Most healthcare data contain the missing value, noisy and inconsistent data. This diabetes dataset is no exception where its attributes/features include missing values. Namely, glucose, blood pressure, skin thickness, insulin, and BMI have zero (0) values. We observed several candidates with a zero reading/value, for instance, five candidates with a zero glucose level, 35 candidates with a zero blood pressure, 227 candidates with a zero skin thickness, 374 candidates with a zero insulin level, and 11 candidates with a zero BMI. It reflects an inaccurate scenario; i.e., the zero values present in the data are incorrect and will probably lead to wrong results for diabetes prediction. Thus, we need an imputation of these particular zero values with something more meaningful for each parameter. As any machine learning model’s performance heavily depends on the data, we performed necessary preprocessing techniques to handle the missing information.

Figure 6 represents the percentage of missing data related to a specific attribute. 48.69% of data are missing for insulin. 29.55% of information is missing for the skin thickness feature. 4.55% of data are missing for the blood pressure attribute. 1.43% of data are missing for BMI, and 0.65% of data are missing for the glucose attribute.

3.2. Data Preprocessing

In this research, we consider data preprocessing as a significant component. In the first phase of the proposed framework, we conducted an investigation on data imputation methods. After we determine the optimal method, we handled the data’s outliers and the class imbalance problem.

3.2.1. Handling Missing Values

For the first phase, we applied three different imputation techniques to fill in the missing information. Method-I refers to imputation where we group by each missing variable median value under the outcome variable and assign those values to miss-values. Method-II refers to the iterative imputation technique. Method-III refers to the KNN imputation technique.

(1) Method-I. In order to fill missing values, we are grouping each missing variable’s median values in accordance with the outcome class and assign those values to missing values. For example, the median value of glucose parameter is 107 for outcome class 0 and 140 for outcome class 1. All the missing values with 0 outcome class will be replaced with value 107 and all the missing values with 1 outcome class will be replaced with value 140.

The correlation matrix for this imputed dataset is shown in Figure 7. The highest positive correlation is 0.57, between skin thickness and BMI. The highest correlated factor for output class is glucose at 0.50, followed by insulin at 0.38 and BMI at 0.32.

(2) Method-II. Iterative Imputation. A sophisticated practice to find and replace missing values of a dataset is iterative imputation. This involves modeling to predict each feature as a function of all other features and keep repeating the process of estimating feature values multiple times. The repetition process allows the estimated values for other features to be used as input criteria for predicting missing values during subsequent iterations.
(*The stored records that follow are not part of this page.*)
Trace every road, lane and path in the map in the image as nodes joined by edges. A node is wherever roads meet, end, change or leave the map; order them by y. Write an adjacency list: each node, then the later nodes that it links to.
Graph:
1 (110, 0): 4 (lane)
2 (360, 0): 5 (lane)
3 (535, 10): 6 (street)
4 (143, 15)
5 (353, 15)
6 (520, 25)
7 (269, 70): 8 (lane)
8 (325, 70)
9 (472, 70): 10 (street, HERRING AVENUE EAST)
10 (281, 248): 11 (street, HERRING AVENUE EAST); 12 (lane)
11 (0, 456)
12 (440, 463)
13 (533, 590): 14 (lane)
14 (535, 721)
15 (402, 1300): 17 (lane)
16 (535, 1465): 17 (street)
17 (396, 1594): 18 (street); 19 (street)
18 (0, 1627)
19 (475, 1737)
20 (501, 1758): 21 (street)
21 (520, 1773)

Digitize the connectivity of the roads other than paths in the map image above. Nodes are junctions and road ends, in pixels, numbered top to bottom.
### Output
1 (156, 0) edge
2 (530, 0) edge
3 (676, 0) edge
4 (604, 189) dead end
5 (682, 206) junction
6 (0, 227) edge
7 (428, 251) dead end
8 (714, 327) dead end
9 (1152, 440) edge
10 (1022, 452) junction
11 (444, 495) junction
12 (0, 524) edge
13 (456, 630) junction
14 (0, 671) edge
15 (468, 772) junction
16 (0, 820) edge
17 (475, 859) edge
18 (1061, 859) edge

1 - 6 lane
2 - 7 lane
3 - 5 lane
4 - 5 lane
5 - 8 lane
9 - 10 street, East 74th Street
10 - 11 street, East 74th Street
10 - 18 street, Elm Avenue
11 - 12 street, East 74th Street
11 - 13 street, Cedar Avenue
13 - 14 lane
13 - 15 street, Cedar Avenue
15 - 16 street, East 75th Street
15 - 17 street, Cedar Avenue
This is basically a data transformation method. Bayesian Ridge model is used as a function to all other input parameters by default. All parameters are considered in ascending order, filling the parameter with the least missing values first and then proceeding to the next parameters having the next minimum number of missing values. Different regression algorithms can be used to estimate the missing values for each parameter, although linear methods are often used for simplicity.
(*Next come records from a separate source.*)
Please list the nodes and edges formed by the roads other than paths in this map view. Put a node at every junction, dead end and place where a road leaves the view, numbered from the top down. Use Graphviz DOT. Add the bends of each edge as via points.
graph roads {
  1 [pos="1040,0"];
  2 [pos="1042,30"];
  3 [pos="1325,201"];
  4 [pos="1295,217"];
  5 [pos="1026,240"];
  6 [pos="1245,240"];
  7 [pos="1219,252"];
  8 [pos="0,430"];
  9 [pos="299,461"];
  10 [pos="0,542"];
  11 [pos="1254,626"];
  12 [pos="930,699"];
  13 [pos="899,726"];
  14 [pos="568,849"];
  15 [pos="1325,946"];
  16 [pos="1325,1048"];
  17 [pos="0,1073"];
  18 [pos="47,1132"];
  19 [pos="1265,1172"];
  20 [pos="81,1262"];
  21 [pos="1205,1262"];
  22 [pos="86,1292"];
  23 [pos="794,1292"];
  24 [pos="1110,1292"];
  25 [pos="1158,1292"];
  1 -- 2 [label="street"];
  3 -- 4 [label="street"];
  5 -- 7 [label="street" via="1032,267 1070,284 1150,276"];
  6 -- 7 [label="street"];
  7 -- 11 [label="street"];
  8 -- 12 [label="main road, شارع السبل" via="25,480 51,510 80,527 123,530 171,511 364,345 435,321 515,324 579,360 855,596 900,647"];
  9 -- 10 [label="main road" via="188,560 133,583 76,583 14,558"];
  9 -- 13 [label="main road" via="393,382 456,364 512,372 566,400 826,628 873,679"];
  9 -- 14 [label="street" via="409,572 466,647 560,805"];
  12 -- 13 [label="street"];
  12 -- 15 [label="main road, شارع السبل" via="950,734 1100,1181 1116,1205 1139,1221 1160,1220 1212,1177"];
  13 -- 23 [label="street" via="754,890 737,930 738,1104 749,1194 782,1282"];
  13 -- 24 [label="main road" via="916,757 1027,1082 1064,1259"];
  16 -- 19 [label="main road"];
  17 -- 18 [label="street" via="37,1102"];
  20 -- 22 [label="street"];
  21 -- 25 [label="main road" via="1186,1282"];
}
The correlation matrix for this imputation method is shown in Figure 8. The highest correlation factor is between skin thickness and BMI (0.71). The highest correlated factor for output class glucose is 0.50, followed by other factors such as insulin (0.36) and BMI (0.32).

(3) Method-III. KNN Imputation. Another good practice to find and replace missing values is through KNN imputation using the KNN machine learning model. In this method, the k-nearest neighbor algorithm is applied to impute a missing value by finding the samples in the training set “closest” to it and averaging these nearby points to fill in the value.
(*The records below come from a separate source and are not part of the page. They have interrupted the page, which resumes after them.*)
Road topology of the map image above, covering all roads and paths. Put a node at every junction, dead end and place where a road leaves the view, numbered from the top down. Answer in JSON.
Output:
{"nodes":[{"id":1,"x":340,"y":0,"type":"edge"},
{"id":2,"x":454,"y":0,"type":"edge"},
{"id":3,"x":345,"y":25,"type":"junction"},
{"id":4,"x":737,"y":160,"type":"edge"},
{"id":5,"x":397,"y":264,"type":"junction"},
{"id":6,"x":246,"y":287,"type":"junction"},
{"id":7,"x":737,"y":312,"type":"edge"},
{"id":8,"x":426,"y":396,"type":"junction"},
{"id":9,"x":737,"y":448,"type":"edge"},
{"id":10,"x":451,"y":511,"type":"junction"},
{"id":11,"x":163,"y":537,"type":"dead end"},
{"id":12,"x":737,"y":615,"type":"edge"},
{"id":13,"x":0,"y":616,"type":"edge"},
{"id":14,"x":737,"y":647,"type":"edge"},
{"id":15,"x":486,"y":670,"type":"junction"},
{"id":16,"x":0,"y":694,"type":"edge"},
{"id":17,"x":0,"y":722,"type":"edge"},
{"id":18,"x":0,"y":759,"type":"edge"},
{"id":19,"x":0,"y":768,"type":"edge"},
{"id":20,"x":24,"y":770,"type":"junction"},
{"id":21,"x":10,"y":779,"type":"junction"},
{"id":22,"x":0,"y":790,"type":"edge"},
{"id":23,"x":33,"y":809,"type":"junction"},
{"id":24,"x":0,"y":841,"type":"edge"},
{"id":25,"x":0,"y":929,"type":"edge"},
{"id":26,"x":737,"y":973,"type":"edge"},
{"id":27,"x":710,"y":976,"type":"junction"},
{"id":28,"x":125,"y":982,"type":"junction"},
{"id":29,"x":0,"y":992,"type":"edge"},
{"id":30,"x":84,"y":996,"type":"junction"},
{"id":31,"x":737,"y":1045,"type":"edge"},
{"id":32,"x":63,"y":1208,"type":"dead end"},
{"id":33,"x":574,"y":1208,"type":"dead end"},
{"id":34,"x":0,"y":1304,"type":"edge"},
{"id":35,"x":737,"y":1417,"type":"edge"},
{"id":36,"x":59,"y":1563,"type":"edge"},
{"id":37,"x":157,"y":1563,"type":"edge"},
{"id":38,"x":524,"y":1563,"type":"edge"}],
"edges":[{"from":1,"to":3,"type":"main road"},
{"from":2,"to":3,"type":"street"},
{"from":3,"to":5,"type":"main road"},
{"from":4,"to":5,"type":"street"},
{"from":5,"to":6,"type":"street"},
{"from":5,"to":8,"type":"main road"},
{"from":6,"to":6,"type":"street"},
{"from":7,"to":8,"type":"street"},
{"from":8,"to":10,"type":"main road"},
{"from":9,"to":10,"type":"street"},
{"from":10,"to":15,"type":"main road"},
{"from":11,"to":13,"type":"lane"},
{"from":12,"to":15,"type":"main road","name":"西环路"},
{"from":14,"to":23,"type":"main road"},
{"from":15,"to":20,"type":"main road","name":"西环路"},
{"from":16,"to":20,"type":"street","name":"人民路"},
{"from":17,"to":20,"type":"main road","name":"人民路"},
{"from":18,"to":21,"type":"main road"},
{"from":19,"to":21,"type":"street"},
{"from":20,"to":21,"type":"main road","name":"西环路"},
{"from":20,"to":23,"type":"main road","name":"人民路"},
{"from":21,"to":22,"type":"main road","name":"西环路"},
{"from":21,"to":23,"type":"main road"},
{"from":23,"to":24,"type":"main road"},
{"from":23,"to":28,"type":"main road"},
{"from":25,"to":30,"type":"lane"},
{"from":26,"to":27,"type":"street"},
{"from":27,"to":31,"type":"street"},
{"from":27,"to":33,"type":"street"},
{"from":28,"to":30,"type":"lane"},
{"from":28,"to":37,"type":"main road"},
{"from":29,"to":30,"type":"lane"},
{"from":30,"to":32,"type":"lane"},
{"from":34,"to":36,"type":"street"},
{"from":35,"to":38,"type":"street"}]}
Similar to the last method, KNN imputer is another data transformation method. KNN imputation requires numeric input values, which in our case is the ideal scenario. It is a lazy learner as it learns on the fly. It checks the nearest observation/neighbor to discover its path. Configuration of KNN imputation often requires selecting the distance measure and the number of nearest neighbors for each prediction. The default distance measure is Euclidean distance and the number of neighbors selected is 5.

The correlation matrix for this imputation method is shown in Figure 9. The highest correlation factor is between skin thickness and BMI (0.64). The highest correlated factor for output class glucose is 0.50, followed by other factors such as insulin (0.32) and BMI (0.31). Overall, all three imputed dataset correlation matrices show that the most correlated features with the target variable Outcome are glucose, insulin, and BMI.

3.2.2. Handling Outliers

The next preprocessing step was to handle outliers in all three imputed datasets. We set a threshold to decide on which data points constituted as outliers. We calculate the first quartile, third quartile, and interquartile range. We set the upper limit as third quartile +1.5 interquantile_range of the variable, and the lower limit as quartile 1−1.5 interquantile_range of the variable.

The results shown below illustrate the median value imputed dataset before and after outliers are handled.

Figure 10 shows outliers for blood pressure feature. We can see that there are multiple data points, which are out of bound. Blood pressure is treated with both upper limit and lower limit outlier correction. All these data points are corrected and shown in Figure 10(b) after the removal of outliers.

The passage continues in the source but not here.